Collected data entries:
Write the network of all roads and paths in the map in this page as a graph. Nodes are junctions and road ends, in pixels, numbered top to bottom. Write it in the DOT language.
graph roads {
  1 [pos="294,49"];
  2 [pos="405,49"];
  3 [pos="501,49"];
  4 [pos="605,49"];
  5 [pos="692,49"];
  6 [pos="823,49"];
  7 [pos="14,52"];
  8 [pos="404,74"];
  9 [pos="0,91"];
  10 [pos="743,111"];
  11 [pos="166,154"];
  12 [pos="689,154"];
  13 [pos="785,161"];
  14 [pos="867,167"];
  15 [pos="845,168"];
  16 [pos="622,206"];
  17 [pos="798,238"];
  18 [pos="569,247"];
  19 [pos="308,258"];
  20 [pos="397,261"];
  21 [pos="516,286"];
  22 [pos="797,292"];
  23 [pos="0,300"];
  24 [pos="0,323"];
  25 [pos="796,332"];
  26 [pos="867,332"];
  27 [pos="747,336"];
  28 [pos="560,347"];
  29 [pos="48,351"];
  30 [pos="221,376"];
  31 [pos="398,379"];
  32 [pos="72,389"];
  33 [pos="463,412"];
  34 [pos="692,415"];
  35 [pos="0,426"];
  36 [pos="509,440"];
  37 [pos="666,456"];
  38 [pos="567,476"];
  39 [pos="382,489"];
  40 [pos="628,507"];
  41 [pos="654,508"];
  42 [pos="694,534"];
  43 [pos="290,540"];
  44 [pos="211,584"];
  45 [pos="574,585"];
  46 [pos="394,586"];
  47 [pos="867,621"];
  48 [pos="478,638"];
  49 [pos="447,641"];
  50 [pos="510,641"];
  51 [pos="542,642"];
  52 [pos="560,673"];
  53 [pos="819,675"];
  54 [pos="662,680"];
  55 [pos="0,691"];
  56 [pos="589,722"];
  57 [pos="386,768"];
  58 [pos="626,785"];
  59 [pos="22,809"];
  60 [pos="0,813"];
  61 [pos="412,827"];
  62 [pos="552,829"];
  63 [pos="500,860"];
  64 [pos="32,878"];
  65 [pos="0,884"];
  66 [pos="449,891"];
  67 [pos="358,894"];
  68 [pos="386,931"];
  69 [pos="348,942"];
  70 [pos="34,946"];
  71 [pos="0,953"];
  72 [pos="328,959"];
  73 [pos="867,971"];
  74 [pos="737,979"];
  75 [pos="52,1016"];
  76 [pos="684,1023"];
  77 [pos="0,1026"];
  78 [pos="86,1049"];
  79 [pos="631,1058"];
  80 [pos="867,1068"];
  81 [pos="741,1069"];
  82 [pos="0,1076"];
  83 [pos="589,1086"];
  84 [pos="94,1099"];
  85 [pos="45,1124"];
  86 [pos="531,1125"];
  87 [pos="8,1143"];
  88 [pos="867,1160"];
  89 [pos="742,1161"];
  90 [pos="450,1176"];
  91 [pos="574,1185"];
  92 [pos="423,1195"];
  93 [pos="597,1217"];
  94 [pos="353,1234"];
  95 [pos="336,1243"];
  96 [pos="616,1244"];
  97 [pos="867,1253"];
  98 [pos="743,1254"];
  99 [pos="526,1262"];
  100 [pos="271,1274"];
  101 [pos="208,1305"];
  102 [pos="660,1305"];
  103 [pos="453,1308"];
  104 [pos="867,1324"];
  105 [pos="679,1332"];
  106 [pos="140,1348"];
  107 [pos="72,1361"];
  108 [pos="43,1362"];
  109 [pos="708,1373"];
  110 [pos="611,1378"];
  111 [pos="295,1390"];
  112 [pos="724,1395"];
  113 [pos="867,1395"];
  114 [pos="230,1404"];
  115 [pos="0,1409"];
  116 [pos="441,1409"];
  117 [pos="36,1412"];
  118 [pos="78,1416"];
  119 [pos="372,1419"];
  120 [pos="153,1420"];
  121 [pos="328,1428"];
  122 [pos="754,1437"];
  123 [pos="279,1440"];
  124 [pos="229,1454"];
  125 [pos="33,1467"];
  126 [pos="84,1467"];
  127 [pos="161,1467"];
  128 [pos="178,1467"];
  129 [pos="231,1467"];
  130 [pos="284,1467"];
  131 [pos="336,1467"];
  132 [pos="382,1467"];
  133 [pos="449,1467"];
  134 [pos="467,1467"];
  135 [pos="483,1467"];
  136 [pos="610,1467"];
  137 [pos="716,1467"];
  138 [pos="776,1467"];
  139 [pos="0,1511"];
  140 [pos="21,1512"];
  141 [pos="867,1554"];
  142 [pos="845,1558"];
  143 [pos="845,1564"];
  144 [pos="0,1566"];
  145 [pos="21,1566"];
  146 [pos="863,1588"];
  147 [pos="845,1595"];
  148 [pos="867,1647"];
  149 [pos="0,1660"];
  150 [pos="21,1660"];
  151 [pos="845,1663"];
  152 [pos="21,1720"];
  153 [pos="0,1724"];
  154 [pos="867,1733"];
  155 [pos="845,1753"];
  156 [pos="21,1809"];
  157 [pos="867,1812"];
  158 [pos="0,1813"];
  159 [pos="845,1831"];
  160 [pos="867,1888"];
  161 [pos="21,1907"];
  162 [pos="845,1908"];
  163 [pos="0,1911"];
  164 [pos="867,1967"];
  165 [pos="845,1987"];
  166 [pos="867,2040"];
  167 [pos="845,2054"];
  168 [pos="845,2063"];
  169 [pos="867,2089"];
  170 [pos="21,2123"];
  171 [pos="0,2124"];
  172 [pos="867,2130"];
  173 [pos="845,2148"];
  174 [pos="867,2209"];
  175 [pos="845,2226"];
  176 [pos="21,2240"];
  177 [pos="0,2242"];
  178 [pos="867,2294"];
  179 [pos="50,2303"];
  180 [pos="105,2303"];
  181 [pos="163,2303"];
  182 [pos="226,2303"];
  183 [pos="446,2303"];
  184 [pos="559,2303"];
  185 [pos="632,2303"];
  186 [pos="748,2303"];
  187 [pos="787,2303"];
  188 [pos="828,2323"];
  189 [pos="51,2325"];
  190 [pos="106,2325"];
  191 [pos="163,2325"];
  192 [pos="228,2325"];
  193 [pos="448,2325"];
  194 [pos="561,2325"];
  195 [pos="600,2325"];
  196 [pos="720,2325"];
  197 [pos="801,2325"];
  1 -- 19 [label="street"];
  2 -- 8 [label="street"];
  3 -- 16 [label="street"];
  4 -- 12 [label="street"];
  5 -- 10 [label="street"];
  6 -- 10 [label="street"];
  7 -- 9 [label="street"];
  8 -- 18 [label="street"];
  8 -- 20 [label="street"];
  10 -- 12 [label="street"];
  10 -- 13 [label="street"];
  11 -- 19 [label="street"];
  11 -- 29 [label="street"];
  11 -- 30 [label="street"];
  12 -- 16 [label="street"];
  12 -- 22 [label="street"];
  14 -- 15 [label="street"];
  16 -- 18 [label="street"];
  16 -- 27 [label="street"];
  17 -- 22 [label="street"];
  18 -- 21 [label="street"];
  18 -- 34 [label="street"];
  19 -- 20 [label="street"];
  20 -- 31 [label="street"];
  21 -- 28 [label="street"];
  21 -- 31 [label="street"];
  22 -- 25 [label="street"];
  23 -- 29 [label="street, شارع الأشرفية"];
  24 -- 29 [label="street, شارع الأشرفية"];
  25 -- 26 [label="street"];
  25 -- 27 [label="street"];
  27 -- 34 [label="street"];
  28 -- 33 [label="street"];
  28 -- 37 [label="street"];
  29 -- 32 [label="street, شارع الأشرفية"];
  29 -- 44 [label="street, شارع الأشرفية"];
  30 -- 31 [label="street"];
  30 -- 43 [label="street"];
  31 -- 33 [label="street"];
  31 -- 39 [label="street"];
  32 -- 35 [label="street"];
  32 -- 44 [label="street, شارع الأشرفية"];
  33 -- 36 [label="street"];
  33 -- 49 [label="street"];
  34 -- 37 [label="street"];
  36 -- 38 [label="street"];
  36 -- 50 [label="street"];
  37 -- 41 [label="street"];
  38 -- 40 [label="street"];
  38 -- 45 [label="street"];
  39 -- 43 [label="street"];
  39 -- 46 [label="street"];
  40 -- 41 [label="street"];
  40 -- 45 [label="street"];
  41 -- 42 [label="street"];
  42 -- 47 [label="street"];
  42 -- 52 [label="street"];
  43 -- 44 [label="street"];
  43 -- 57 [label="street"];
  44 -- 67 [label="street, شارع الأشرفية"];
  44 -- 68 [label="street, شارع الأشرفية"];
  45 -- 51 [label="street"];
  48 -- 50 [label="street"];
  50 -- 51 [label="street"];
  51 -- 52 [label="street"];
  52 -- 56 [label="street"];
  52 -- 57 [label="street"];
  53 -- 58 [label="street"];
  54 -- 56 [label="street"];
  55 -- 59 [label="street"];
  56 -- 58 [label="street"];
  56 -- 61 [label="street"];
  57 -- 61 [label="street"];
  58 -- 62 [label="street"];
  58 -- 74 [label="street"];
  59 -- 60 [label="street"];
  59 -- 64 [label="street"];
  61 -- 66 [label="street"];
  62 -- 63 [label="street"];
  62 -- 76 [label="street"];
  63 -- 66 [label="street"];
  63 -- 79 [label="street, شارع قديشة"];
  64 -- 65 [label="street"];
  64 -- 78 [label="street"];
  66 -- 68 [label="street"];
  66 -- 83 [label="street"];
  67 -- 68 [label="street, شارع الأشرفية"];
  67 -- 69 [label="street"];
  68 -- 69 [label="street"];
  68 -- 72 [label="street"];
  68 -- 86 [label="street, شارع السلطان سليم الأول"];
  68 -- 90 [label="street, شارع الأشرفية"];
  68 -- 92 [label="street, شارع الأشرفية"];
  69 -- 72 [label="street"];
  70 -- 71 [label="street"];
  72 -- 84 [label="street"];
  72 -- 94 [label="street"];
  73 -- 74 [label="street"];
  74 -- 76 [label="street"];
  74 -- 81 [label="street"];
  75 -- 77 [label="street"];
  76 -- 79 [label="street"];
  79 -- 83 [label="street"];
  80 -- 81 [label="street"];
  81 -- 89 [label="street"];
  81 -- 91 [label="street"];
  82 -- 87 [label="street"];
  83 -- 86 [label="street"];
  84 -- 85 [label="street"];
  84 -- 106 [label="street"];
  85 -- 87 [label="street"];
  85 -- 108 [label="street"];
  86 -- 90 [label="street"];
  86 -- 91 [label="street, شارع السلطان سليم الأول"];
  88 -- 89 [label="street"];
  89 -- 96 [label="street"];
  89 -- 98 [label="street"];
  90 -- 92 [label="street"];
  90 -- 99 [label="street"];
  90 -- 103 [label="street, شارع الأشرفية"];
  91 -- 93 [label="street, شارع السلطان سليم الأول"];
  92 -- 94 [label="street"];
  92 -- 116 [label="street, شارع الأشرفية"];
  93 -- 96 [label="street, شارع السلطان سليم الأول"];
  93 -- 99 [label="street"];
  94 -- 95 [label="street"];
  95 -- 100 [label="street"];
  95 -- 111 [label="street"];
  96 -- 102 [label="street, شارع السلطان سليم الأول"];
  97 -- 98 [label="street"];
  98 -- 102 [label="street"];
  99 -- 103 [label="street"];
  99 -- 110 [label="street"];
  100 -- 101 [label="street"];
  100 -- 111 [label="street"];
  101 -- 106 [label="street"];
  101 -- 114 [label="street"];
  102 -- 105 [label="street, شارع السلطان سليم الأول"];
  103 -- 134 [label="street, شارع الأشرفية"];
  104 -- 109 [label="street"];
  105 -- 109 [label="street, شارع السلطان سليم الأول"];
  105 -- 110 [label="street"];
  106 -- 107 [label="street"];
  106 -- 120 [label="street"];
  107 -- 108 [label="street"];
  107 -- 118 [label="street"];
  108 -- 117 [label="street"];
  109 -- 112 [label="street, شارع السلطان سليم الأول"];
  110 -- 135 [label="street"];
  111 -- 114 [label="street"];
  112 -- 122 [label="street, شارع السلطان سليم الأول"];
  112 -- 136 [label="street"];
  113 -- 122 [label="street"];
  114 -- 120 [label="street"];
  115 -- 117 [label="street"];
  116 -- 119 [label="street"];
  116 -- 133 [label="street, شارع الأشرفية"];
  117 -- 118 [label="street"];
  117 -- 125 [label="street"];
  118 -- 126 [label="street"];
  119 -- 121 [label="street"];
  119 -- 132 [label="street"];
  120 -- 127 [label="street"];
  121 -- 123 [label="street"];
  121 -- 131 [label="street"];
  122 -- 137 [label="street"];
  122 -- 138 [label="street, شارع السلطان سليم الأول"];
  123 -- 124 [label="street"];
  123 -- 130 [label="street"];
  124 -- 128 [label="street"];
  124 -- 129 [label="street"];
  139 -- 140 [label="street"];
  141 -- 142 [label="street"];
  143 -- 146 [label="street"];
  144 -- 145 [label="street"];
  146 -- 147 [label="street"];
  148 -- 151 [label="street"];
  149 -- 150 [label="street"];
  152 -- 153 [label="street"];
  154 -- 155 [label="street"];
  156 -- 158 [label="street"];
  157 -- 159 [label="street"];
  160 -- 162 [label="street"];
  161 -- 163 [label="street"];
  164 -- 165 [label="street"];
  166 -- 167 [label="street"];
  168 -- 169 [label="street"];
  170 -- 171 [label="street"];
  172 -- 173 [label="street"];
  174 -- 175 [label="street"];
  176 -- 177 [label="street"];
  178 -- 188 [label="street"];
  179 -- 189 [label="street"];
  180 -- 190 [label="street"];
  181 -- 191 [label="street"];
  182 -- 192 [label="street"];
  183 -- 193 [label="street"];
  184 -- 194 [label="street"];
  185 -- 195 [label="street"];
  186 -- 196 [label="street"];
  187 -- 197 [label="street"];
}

Your instructions:
Among the entries, copy every line containing the word "roads".

Output:
Write the network of all roads and paths in the map in this page as a graph. Nodes are junctions and road ends, in pixels, numbered top to bottom. Write it in the DOT language.
graph roads {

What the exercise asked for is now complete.